Assignment: In the data below, find every line that has the string "main", and copy it.

[Listed entries — start]

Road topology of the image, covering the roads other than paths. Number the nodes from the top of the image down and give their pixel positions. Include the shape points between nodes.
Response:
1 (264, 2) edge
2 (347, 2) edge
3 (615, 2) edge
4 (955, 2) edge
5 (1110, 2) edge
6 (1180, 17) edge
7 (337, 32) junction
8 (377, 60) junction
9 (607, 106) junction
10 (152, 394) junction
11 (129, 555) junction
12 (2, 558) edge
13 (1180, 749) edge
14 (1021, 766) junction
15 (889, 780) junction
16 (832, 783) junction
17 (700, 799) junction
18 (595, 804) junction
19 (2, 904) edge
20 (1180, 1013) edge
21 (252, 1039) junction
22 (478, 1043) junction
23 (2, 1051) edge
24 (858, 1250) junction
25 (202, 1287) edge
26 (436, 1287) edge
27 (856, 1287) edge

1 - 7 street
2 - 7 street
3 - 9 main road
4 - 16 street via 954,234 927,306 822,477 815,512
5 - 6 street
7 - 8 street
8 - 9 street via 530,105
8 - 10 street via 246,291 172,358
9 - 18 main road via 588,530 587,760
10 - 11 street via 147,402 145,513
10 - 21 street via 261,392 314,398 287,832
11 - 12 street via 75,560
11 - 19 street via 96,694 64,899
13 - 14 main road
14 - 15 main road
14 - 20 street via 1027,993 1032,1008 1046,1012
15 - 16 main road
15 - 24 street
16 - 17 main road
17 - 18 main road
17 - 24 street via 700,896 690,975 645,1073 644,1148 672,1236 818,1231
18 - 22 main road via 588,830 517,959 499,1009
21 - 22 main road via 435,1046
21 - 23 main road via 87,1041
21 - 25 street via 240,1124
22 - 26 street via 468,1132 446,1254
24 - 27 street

[Listed entries — finish]

Response to the task:
3 - 9 main road
9 - 18 main road via 588,530 587,760
13 - 14 main road
14 - 15 main road
15 - 16 main road
16 - 17 main road
17 - 18 main road
18 - 22 main road via 588,830 517,959 499,1009
21 - 22 main road via 435,1046
21 - 23 main road via 87,1041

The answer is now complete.